**Task prompt**
The pictures stay out. Please retype every line below exactly.
◆ ◆ ◆ ◆ ◆ ◆ ◆
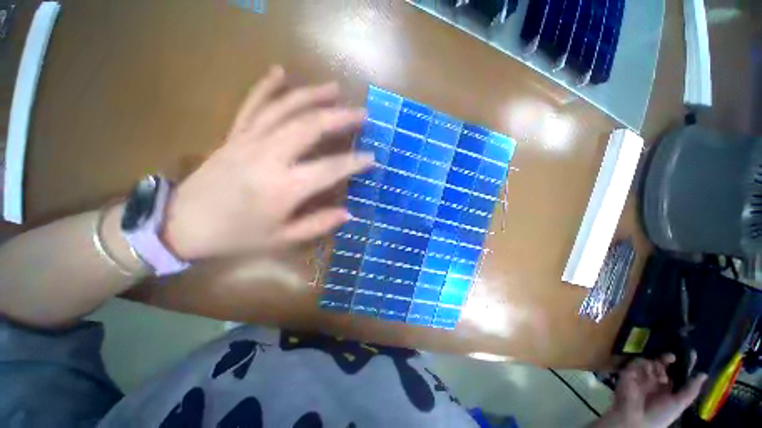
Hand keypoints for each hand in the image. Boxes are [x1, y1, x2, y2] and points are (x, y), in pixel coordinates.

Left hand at [162, 66, 372, 259]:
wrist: (182, 224)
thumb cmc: (236, 236)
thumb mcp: (282, 240)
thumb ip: (318, 224)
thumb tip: (348, 212)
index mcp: (283, 187)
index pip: (330, 169)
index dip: (354, 162)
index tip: (372, 157)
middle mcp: (268, 156)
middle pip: (310, 126)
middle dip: (340, 117)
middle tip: (362, 113)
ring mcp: (248, 140)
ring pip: (285, 108)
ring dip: (313, 95)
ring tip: (335, 89)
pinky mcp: (234, 134)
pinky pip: (252, 104)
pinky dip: (267, 86)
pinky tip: (281, 71)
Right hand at [594, 354, 706, 427]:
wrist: (635, 418)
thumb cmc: (660, 414)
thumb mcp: (679, 404)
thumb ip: (691, 390)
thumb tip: (704, 373)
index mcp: (667, 388)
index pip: (676, 373)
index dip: (683, 364)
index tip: (690, 354)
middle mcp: (656, 380)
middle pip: (663, 365)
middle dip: (669, 359)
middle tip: (674, 356)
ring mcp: (642, 375)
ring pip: (651, 361)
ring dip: (659, 361)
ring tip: (665, 361)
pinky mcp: (629, 372)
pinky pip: (637, 362)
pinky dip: (644, 362)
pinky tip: (650, 367)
◆ ◆ ◆ ◆ ◆ ◆ ◆
**Solution for this exercise**
Hand keypoints for each hand in the image. Boxes are [x1, y1, x2, y2] and points are (x, y), in pixel coordinates.

Left hand at [162, 66, 372, 259]:
wrist: (182, 224)
thumb cmc: (236, 236)
thumb mcp: (282, 240)
thumb ip: (318, 224)
thumb tip: (348, 212)
index mcp: (283, 187)
index pip: (330, 169)
index dip: (354, 162)
index tip: (372, 157)
middle mcp: (268, 156)
middle pip: (310, 126)
middle dip: (340, 117)
middle tip: (362, 113)
ring mcp: (248, 140)
ring pip: (285, 108)
ring dip: (313, 95)
ring tip: (335, 89)
pinky mcp: (234, 134)
pinky pip: (252, 104)
pinky dip: (267, 86)
pinky tip: (281, 71)
Right hand at [594, 354, 706, 427]:
wrist: (635, 418)
thumb cmc: (660, 414)
thumb mcp: (679, 404)
thumb ip: (691, 390)
thumb tip: (704, 373)
index mcp: (667, 388)
index pip: (676, 373)
index dip: (683, 364)
index tip: (690, 354)
middle mcp: (656, 380)
middle pip: (663, 365)
middle dip: (669, 359)
middle tip: (674, 356)
ring mcp: (642, 375)
ring pip: (651, 361)
ring dip: (659, 361)
ring tip: (665, 361)
pinky mcp: (629, 372)
pinky pip: (637, 362)
pinky dip: (644, 362)
pinky tip: (650, 367)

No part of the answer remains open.